Do you share any of these ideas about sex being holy? If so, the research findings may be comforting to you:
Researchers asked 83 newlyweds about their opinions of the holy nature of sexuality. They found that the more an individual believed in the sanctity of sex, the more likely they were to have greater marital satisfaction, sexual satisfaction, sexual intimacy, and spiritual intimacy. One explanation for this finding is that those who view sexuality as possessing sacred qualities may invest greater time, energy, and resources into their marriages. When we place a high spiritual value on sex, we are more likely to treasure it and use it in the way that God has commanded us.

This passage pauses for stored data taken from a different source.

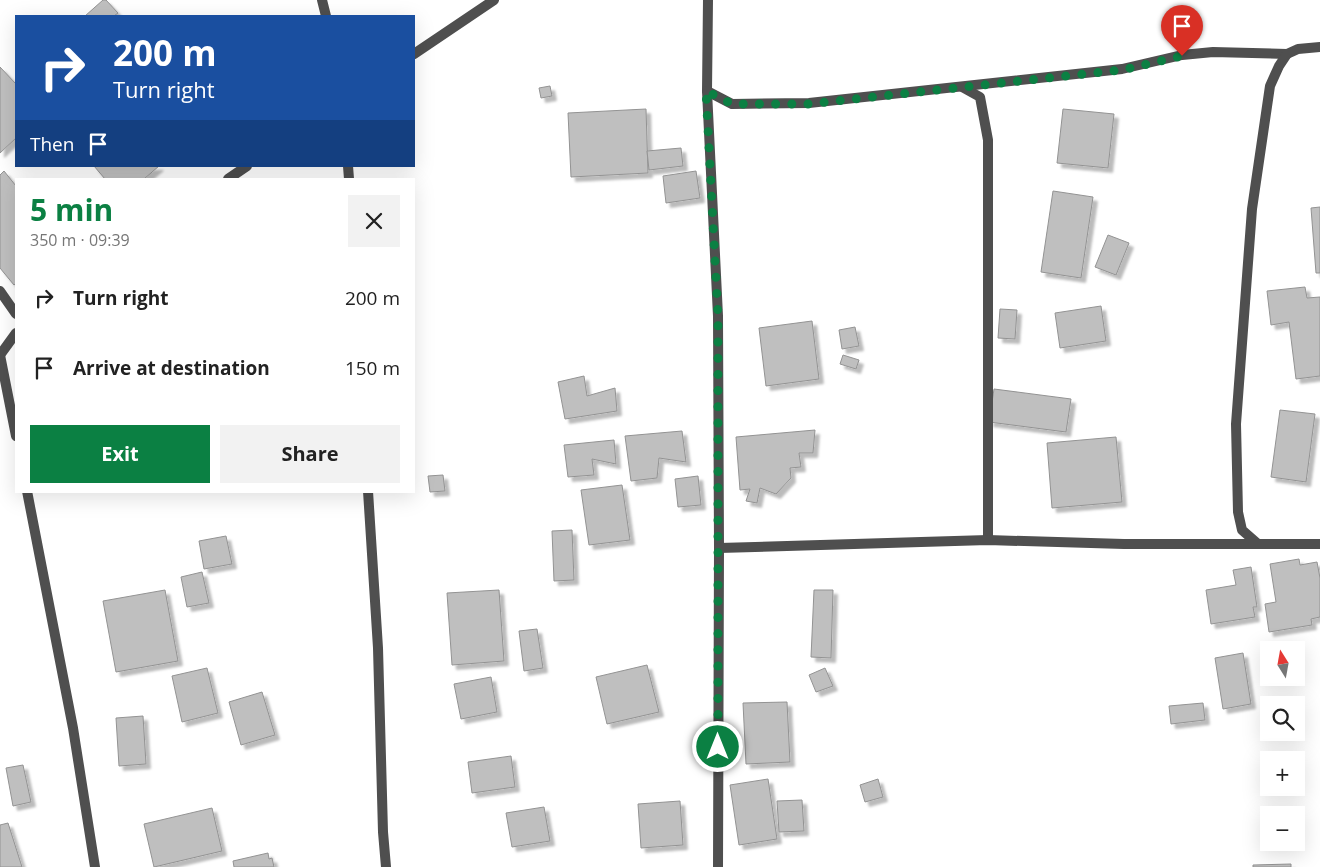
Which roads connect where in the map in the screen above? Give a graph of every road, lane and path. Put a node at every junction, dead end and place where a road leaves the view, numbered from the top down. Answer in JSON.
{"nodes":[{"id":1,"x":322,"y":0,"type":"edge"},
{"id":2,"x":494,"y":0,"type":"edge"},
{"id":3,"x":708,"y":0,"type":"edge"},
{"id":4,"x":326,"y":15,"type":"edge"},
{"id":5,"x":1320,"y":47,"type":"edge"},
{"id":6,"x":415,"y":53,"type":"edge"},
{"id":7,"x":1287,"y":54,"type":"junction"},
{"id":8,"x":962,"y":87,"type":"junction"},
{"id":9,"x":706,"y":91,"type":"junction"},
{"id":10,"x":246,"y":167,"type":"edge"},
{"id":11,"x":229,"y":178,"type":"edge"},
{"id":12,"x":0,"y":291,"type":"edge"},
{"id":13,"x":15,"y":313,"type":"edge"},
{"id":14,"x":15,"y":334,"type":"edge"},
{"id":15,"x":0,"y":355,"type":"edge"},
{"id":16,"x":15,"y":431,"type":"edge"},
{"id":17,"x":27,"y":493,"type":"edge"},
{"id":18,"x":368,"y":493,"type":"edge"},
{"id":19,"x":988,"y":540,"type":"junction"},
{"id":20,"x":1258,"y":544,"type":"junction"},
{"id":21,"x":1320,"y":544,"type":"edge"},
{"id":22,"x":719,"y":548,"type":"junction"},
{"id":23,"x":95,"y":867,"type":"edge"},
{"id":24,"x":386,"y":867,"type":"edge"},
{"id":25,"x":718,"y":867,"type":"edge"}],
"edges":[{"from":1,"to":4,"type":"street"},
{"from":2,"to":6,"type":"street"},
{"from":3,"to":9,"type":"street"},
{"from":5,"to":7,"type":"street"},
{"from":7,"to":8,"type":"street"},
{"from":7,"to":20,"type":"street"},
{"from":8,"to":9,"type":"street"},
{"from":8,"to":19,"type":"street"},
{"from":9,"to":22,"type":"street"},
{"from":10,"to":11,"type":"street"},
{"from":12,"to":13,"type":"street"},
{"from":14,"to":15,"type":"street"},
{"from":15,"to":16,"type":"street"},
{"from":17,"to":23,"type":"street"},
{"from":18,"to":24,"type":"street"},
{"from":19,"to":20,"type":"street"},
{"from":19,"to":22,"type":"street"},
{"from":20,"to":21,"type":"street"},
{"from":22,"to":25,"type":"street"}]}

So what does this mean for us? For those of you who already believe that sex comes from God and has sacred qualities, what can you do to involve God more in your sex life? Is the way you treat your spouse, the way you talk about sex, and the way that you use your body in line with your beliefs that sexuality is sacred? This is an awesome chance for you to stop and truly ponder how your beliefs about God affect your sexuality. How can you improve?
For those of you who are unsure if sex has divine origins, you can ask God. Kneel down and pray and ask him if sex really does come from Him. Ask Him how He wants you to use your body and why sex is important. If you pray with your whole heart and believe that He can answer you, you will receive an answer. Listen for the feelings in your heart as you pray and listen for what God is trying to tell you. He will show you His purposes for sex and help you understand.

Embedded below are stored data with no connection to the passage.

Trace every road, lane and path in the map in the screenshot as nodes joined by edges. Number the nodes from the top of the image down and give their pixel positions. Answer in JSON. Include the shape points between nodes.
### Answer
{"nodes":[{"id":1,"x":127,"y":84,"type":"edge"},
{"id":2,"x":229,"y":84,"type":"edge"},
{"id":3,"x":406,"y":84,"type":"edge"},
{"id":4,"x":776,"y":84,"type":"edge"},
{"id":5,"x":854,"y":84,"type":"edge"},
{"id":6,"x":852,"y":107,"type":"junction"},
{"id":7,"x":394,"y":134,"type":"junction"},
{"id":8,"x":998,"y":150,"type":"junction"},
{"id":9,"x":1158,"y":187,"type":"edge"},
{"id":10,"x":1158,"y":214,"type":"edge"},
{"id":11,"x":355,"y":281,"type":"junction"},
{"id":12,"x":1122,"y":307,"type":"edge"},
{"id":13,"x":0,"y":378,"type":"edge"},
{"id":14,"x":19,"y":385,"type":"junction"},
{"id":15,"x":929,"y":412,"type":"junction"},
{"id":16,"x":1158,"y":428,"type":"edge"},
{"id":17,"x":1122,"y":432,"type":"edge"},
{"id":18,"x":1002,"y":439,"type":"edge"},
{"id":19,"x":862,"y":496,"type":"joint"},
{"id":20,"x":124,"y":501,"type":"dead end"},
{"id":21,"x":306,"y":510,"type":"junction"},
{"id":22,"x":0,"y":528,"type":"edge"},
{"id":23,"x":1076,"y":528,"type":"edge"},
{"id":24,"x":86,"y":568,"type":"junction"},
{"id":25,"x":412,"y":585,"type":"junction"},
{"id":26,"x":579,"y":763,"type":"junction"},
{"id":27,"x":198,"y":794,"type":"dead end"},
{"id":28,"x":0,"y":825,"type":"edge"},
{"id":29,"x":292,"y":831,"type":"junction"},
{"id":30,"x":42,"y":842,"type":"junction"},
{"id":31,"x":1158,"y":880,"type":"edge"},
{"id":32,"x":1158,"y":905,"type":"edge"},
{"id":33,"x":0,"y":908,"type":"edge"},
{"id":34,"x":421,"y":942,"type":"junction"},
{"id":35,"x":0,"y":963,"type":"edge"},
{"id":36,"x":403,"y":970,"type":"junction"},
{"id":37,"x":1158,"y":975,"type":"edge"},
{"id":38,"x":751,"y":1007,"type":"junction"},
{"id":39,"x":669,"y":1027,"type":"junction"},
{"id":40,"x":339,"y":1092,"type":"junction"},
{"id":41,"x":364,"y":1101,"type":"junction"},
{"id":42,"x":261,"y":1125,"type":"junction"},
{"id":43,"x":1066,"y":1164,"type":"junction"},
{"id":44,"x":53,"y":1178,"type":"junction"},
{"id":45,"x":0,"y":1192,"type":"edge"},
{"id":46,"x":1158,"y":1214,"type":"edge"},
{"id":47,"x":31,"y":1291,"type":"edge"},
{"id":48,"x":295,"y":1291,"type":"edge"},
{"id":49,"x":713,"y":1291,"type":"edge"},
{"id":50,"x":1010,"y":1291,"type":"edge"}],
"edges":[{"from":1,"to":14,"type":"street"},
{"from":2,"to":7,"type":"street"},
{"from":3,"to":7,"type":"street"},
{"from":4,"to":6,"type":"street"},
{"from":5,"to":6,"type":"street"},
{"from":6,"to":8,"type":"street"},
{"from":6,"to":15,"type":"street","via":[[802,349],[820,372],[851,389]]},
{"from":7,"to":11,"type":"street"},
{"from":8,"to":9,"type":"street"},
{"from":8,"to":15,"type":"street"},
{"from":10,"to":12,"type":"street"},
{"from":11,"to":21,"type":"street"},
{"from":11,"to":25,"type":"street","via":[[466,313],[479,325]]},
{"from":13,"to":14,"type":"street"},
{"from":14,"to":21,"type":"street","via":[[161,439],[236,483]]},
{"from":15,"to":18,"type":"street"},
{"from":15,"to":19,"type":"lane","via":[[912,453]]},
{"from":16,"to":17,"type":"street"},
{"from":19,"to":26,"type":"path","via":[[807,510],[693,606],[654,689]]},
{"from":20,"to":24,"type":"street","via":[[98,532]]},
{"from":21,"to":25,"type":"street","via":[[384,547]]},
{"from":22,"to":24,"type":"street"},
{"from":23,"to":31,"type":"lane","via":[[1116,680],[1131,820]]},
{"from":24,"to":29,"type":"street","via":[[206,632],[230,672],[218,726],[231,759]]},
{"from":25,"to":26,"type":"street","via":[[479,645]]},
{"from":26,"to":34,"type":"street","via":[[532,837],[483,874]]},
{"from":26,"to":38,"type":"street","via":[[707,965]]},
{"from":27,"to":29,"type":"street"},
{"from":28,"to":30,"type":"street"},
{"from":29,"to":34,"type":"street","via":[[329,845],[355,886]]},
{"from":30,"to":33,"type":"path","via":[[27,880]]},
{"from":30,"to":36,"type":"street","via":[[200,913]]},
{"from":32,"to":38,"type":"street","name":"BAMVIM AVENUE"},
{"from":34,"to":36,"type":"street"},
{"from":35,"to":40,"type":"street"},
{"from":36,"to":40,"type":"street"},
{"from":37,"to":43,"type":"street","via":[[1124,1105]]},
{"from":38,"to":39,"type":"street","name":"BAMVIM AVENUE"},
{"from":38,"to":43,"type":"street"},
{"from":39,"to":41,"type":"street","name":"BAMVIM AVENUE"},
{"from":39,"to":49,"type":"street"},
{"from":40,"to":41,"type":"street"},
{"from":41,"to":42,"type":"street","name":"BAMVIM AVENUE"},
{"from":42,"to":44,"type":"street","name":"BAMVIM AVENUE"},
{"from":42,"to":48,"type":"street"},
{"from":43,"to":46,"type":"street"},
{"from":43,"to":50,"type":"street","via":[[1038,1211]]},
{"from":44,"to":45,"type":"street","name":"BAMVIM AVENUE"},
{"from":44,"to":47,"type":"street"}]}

I personally believe that this research is one example of the way God strengthens our relationships when we come to Him. Every step we take to understanding the world through God’s eyes makes us stronger and happier. God has greater purposes for sexuality than we can possibly imagine. We can begin to take steps to see sex through His eyes by reading His word and praying for understanding. If we do this and apply what we learn to our relationships, we will not only be more satisfied in our relationships, we will find a simple peace that comes from knowing that our desires are in line with Our Heavenly Father’s.
Hernandez, K. M., Mahoney, A., & Pargament, K. I. (2011). Sanctification of sexuality: implications for newlyweds’ marital and sexual quality. Journal of Family Psychology, 25(5), 775.